A Organização Mundial do Comércio mantém um aviso cauteloso sobre o comércio internacional: a digitalização e a inteligência artificial podem melhorar produtividade, mas não anulam o peso de tarifas, incerteza geopolítica e cadeias de abastecimento ainda frágeis.
O comércio mundial vive uma fase menos linear. Empresas continuam a vender para fora, mas planeiam com mais redundância, procuram fornecedores alternativos e avaliam riscos que antes pareciam distantes. Essa mudança torna a globalização mais cara, mesmo quando a tecnologia promete acelerar processos.
A IA aparece como oportunidade porque pode optimizar logística, documentação, previsão de procura e gestão de inventário. Mas esses ganhos dependem de infraestrutura, dados e capacidade de adopção. Países e empresas sem escala tecnológica podem ficar para trás, agravando diferenças dentro do próprio comércio global.

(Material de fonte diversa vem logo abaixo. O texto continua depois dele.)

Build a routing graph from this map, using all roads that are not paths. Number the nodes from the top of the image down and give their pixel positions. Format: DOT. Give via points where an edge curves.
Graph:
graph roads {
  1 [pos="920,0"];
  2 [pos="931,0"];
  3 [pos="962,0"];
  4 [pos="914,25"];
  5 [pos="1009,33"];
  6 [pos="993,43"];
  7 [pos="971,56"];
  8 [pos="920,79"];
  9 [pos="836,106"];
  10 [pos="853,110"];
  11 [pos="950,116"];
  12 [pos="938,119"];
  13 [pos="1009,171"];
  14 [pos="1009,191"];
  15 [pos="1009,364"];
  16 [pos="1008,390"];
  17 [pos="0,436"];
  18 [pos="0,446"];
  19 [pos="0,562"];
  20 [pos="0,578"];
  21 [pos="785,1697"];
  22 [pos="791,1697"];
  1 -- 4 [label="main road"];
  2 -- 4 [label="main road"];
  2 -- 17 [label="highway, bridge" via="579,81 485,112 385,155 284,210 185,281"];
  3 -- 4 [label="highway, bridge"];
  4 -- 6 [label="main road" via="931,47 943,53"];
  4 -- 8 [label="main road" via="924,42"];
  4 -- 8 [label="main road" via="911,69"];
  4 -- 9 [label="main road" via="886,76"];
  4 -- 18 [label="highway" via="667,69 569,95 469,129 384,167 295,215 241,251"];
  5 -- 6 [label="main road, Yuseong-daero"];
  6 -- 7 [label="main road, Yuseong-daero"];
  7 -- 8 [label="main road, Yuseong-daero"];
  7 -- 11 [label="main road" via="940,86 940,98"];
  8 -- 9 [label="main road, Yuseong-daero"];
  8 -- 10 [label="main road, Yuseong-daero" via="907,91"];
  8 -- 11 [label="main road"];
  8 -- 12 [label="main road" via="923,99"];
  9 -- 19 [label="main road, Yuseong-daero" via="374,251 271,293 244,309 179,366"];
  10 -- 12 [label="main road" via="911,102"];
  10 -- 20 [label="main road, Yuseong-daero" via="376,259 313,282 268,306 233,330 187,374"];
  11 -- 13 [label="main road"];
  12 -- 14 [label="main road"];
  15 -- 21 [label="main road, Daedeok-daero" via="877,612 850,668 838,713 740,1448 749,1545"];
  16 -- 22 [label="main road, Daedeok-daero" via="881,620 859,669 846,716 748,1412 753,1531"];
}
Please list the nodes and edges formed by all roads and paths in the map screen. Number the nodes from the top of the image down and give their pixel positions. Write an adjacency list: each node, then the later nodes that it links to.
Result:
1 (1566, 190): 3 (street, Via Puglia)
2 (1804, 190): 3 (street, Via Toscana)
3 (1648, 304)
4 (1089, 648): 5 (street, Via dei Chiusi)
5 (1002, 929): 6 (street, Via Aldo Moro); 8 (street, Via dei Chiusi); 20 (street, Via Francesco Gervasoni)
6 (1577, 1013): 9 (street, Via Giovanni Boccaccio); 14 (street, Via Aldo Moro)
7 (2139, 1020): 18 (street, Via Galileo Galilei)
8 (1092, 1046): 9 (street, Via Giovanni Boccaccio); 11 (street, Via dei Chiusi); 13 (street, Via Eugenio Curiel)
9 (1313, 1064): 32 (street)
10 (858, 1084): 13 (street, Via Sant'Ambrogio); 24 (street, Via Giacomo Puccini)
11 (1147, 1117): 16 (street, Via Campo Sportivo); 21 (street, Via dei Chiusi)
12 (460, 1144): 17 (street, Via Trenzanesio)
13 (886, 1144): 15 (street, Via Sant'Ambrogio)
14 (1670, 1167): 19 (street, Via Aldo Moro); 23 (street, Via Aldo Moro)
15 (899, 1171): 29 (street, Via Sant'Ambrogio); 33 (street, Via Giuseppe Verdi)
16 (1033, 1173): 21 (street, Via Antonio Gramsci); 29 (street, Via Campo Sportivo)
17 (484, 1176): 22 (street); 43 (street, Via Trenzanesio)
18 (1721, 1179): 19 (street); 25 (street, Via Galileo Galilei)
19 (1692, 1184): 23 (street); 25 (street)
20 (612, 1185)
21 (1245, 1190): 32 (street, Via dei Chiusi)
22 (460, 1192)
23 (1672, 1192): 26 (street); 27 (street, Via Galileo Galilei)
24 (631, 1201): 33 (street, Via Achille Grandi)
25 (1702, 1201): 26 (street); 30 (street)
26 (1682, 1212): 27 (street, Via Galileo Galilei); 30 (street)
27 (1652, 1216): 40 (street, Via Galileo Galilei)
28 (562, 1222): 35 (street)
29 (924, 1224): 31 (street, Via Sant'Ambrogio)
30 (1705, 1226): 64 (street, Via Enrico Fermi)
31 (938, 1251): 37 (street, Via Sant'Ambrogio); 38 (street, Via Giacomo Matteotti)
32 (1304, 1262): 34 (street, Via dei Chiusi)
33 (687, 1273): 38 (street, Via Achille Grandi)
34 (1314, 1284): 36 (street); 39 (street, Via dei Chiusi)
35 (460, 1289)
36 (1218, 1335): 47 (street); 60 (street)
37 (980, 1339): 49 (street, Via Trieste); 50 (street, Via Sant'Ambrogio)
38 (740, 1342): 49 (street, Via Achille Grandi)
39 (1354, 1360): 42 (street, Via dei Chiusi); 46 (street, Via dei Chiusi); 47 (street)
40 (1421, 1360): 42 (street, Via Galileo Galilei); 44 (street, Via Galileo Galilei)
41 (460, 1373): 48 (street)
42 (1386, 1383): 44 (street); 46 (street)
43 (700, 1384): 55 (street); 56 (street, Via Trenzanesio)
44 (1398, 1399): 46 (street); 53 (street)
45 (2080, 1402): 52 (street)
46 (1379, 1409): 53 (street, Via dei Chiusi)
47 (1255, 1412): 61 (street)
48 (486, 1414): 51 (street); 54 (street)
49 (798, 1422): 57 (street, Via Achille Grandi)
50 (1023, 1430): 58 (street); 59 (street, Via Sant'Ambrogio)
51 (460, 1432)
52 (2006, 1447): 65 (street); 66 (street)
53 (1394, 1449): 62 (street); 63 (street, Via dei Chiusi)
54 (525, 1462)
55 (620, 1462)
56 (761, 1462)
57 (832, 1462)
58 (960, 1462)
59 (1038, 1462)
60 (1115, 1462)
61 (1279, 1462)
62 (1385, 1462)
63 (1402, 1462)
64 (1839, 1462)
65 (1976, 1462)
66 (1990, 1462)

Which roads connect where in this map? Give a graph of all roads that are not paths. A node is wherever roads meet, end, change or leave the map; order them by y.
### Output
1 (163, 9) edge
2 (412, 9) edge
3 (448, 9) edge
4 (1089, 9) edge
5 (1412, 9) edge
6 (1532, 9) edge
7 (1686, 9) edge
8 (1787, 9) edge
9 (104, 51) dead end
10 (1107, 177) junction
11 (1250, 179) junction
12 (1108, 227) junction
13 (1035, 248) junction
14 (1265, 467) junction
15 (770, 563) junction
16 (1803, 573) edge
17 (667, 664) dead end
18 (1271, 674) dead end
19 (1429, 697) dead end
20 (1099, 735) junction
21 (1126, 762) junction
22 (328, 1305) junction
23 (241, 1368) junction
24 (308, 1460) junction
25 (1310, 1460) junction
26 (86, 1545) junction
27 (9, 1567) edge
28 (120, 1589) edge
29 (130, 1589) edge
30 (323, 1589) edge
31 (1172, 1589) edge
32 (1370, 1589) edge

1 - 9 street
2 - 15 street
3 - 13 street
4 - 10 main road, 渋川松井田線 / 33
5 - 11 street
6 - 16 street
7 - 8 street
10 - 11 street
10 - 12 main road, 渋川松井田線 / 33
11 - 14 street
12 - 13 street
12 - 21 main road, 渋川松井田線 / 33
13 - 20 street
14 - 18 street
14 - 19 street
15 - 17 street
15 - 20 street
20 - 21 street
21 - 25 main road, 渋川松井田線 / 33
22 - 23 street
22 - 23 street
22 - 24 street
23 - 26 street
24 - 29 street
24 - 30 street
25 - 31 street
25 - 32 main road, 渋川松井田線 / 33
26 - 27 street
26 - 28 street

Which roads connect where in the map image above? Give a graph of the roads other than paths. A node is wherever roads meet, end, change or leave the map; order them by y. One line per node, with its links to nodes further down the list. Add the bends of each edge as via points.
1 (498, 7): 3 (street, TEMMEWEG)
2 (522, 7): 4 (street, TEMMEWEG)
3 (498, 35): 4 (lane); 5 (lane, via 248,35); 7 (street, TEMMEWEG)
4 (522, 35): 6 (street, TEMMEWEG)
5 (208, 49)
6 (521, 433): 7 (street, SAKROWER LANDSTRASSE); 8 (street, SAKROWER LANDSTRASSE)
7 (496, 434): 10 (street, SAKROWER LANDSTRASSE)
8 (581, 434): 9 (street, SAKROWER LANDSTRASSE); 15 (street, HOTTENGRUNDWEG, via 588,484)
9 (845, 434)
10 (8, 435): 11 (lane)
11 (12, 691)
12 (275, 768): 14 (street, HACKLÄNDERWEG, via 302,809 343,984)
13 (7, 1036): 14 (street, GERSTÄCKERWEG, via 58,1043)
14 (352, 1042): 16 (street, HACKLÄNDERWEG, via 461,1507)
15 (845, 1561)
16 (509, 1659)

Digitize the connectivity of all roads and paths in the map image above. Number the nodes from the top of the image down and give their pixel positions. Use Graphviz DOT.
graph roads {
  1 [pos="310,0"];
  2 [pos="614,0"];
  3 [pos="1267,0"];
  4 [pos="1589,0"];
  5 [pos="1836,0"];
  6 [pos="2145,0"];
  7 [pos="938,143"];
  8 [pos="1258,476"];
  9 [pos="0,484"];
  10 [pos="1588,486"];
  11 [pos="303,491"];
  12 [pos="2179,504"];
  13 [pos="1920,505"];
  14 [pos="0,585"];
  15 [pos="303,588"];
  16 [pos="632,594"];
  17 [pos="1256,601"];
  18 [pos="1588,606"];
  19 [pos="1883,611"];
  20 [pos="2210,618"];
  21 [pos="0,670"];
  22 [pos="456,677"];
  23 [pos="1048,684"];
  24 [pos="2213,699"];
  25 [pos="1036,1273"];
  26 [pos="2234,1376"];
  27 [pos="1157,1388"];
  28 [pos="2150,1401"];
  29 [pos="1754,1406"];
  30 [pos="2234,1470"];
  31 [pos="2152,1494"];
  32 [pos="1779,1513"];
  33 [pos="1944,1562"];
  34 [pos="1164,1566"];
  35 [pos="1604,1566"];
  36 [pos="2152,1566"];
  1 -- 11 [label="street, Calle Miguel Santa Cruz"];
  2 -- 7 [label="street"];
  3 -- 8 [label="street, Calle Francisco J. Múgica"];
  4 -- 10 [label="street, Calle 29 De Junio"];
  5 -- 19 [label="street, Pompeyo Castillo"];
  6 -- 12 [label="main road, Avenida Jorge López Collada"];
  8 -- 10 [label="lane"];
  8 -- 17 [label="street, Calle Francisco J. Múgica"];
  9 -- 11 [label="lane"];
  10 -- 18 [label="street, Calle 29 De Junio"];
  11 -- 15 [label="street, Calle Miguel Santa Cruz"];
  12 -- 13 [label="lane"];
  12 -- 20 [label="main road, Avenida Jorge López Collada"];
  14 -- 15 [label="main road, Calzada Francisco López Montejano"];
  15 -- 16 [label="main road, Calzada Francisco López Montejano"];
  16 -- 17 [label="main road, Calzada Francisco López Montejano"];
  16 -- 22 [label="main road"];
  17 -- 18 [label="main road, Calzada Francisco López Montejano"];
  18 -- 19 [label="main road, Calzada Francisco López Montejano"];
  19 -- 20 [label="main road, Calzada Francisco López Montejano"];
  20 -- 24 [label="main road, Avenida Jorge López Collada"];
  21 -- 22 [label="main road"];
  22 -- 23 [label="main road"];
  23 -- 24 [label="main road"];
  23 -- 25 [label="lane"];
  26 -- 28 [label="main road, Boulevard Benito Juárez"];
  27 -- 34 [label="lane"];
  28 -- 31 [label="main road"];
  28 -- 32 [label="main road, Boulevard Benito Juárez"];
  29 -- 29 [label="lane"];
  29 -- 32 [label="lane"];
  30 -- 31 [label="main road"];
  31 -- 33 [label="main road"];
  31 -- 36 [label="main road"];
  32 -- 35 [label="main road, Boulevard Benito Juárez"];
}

O alerta da WTO ganha força quando se cruza com energia e financiamento. Juros ainda exigentes reduzem investimento, energia volátil altera custos e tensões comerciais podem deslocar fluxos inteiros de mercadorias. O resultado é um comércio que cresce, mas com menos previsibilidade do que no ciclo anterior.
Para exportadores europeus, a leitura é clara: competir só por preço ficou mais difícil. A vantagem passa por qualidade, rapidez, contratos resilientes e tecnologia aplicada onde reduz custos reais. A IA ajuda, mas o comércio continua dependente de estabilidade política, regras claras e confiança entre mercados.